Department of Orthopaedics, Fiona Stanley Fremantle Hospital Groups, Perth, Australia.
J Orthop Surg Res. 2018 Sep 6;13(1):228. doi: 10.1186/s13018-018-0931-x.
The most appropriate treatment of pathological fractures from metastatic disease depends on several factors, one of the most important being predicted life expectancy. The aim of this study was to identify the variables that influence prognosis and utilise these to develop a novel scoring system to better predict life expectancy post-pathological fracture.
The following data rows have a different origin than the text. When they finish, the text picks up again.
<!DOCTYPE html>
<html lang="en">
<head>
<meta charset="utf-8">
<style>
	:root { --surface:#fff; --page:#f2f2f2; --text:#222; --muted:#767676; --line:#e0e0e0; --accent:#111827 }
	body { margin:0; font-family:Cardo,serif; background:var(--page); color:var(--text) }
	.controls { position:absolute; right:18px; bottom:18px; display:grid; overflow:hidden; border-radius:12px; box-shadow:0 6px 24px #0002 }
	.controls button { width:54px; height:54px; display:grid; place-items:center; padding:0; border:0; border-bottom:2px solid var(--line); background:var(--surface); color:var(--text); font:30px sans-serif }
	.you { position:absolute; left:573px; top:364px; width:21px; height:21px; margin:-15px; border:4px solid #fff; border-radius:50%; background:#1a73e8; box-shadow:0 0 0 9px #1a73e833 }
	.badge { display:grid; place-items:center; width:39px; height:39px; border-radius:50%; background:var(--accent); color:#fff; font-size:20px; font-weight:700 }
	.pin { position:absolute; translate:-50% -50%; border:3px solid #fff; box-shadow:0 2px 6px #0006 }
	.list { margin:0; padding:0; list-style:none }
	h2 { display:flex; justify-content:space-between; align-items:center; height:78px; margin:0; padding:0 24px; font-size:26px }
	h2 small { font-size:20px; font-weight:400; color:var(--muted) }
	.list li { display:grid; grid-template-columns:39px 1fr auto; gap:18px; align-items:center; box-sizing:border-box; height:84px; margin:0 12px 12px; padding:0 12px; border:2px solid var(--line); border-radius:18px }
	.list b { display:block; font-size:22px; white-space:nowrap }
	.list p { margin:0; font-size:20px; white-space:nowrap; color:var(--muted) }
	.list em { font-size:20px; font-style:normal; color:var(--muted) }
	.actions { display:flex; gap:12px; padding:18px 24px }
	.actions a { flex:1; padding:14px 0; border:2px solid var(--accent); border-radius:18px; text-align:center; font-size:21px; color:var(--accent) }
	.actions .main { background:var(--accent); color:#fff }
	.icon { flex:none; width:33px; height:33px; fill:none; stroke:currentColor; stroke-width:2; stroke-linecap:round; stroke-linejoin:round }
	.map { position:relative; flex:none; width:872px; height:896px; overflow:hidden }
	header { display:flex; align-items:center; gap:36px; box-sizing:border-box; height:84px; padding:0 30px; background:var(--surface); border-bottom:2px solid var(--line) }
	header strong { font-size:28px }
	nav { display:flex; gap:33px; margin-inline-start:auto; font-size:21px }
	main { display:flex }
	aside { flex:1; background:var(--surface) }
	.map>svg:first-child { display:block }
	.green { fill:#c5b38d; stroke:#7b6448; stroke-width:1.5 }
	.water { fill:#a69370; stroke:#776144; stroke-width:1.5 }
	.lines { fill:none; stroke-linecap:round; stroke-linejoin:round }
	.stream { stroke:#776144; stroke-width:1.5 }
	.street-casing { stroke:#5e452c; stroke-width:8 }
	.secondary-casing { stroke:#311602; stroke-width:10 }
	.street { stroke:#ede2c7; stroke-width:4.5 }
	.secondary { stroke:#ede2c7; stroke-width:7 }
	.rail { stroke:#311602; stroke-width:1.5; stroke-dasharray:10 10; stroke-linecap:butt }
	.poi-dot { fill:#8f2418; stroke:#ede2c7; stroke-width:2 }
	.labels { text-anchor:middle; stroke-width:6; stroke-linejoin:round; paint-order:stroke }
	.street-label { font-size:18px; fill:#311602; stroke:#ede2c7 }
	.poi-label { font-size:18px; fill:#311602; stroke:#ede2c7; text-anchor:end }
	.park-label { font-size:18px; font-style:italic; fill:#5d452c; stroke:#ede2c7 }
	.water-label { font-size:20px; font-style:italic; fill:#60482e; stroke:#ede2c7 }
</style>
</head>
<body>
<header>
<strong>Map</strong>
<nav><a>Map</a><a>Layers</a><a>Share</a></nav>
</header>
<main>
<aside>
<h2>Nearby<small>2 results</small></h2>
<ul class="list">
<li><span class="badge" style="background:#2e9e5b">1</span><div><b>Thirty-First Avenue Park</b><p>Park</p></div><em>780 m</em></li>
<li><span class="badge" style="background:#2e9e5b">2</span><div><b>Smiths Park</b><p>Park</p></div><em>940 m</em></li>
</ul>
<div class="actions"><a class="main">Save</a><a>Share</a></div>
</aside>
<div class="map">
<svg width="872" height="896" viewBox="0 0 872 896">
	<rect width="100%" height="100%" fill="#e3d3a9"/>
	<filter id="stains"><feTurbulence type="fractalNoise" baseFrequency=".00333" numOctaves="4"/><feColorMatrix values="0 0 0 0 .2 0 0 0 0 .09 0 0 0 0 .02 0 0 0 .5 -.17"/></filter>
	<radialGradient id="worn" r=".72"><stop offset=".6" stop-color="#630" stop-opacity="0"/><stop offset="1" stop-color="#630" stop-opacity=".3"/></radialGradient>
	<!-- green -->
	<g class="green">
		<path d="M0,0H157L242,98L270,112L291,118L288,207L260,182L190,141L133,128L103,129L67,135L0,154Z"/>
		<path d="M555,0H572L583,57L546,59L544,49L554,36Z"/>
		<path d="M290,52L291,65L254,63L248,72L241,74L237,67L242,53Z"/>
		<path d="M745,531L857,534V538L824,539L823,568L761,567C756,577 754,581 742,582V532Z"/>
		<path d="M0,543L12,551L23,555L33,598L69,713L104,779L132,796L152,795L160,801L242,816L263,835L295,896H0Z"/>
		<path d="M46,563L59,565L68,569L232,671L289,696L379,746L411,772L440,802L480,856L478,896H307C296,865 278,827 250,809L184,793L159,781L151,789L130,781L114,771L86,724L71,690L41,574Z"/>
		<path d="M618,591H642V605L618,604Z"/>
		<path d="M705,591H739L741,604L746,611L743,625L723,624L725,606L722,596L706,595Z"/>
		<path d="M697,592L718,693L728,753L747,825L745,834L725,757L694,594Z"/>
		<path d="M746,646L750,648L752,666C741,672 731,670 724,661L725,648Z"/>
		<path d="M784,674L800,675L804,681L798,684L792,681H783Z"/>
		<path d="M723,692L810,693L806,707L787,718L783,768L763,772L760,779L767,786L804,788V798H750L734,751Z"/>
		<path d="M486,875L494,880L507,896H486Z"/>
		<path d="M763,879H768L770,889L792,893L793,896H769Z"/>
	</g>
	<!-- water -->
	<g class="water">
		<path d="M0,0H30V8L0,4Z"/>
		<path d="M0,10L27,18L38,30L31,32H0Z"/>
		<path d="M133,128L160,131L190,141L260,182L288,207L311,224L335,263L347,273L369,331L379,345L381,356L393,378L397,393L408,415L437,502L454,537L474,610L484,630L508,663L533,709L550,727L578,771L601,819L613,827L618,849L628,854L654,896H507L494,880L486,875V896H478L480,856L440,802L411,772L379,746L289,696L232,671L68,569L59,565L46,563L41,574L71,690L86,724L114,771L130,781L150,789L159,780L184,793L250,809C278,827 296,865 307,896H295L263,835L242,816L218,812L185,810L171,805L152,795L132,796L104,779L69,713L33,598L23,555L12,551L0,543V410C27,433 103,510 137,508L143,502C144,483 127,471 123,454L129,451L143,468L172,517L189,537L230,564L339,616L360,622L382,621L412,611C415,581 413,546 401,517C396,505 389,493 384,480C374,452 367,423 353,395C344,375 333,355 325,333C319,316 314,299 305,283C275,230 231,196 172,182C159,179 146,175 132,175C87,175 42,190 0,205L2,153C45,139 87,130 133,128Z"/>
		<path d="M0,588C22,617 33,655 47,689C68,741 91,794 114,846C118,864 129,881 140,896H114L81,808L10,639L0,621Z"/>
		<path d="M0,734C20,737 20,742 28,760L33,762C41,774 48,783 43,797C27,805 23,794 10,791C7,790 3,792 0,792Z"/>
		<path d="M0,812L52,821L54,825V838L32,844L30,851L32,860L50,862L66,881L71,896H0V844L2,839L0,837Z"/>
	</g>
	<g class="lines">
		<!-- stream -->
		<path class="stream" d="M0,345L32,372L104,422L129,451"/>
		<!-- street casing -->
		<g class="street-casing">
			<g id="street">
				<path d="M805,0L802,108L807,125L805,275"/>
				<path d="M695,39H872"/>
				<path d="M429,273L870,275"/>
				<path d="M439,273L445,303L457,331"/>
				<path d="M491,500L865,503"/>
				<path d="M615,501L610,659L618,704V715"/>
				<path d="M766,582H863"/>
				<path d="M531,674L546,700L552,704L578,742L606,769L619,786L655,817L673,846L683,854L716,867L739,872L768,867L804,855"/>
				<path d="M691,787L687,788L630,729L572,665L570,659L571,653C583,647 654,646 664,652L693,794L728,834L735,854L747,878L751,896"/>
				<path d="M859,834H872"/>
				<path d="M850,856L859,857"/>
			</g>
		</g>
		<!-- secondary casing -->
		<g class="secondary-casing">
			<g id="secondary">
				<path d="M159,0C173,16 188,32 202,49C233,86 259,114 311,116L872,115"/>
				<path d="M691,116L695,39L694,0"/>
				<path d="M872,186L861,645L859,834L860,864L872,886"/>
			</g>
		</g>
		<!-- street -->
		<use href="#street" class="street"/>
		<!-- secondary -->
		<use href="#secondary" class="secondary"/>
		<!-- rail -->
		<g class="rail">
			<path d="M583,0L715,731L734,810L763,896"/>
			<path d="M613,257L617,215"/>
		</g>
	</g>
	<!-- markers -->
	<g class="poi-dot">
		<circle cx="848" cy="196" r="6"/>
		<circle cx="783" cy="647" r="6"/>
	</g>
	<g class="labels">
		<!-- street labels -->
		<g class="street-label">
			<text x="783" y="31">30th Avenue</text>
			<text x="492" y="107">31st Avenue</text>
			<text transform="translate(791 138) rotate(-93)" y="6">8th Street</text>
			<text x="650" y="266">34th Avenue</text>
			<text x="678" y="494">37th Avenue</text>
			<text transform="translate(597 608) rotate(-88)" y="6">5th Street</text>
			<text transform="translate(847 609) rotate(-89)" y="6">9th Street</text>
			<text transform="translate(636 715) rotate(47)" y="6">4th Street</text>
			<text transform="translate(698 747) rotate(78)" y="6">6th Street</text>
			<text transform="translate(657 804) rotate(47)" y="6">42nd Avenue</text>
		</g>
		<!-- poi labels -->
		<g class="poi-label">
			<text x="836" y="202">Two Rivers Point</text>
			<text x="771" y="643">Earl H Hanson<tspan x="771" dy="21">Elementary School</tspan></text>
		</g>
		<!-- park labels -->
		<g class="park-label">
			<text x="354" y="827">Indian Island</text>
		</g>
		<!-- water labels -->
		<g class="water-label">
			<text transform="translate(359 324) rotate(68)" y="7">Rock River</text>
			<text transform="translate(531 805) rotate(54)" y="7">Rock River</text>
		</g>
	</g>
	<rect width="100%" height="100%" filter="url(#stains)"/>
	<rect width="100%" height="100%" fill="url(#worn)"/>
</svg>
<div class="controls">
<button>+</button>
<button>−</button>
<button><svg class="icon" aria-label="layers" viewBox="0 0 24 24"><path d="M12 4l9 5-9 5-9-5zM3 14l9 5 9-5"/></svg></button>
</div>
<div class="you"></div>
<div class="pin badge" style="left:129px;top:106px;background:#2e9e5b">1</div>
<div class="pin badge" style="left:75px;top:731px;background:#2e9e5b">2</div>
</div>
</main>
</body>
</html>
The records of all patients that presented with metastatic pathological fractures over a 10-year period from the only tertiary orthopaedic departments in Western Australia were retrospectively examined. Variables assessed were primary cancer type, fracture site, fixation method, cement augmentation, pre-morbid level of physical functioning, complication rate, treatment with chemotherapy or radiotherapy and appendicular, spinal and visceral metastatic load.
A total of 233 patients were included. Median survival from fracture to death was 4.1 months. Median time from cancer diagnosis to pathological fracture was 14.2 months. There was a statistically significant association between patient survival and primary cancer type, physical functional score, spinal metastatic burden and use of chemotherapy or radiotherapy.
A novel scoring system has been developed that offers a survival probability based on patient's individual circumstances. This can guide specialist management and offer patients a more accurate expectation of functional outcome and survival time.
转移性疾病所致病理性骨折的最佳治疗方法取决于多个因素,其中最重要的因素之一是预期寿命。本研究的目的是确定影响预后的变量,并利用这些变量开发一种新的评分系统,以更好地预测病理性骨折后的预期寿命。
回顾性研究了西澳大利亚唯一一家三级骨科部门10年间所有出现转移性病理性骨折患者的记录。评估的变量包括原发癌类型、骨折部位、固定方法、骨水泥强化、病前身体功能水平、并发症发生率、化疗或放疗治疗情况以及四肢、脊柱和内脏转移负荷。
共纳入233例患者。从骨折到死亡的中位生存期为4.1个月。从癌症诊断到病理性骨折的中位时间为14.2个月。患者生存率与原发癌类型、身体功能评分、脊柱转移负荷以及化疗或放疗的使用之间存在统计学上的显著关联。
已开发出一种新的评分系统,可根据患者的个体情况提供生存概率。这可以指导专科治疗,并为患者提供更准确的功能结果和生存时间预期。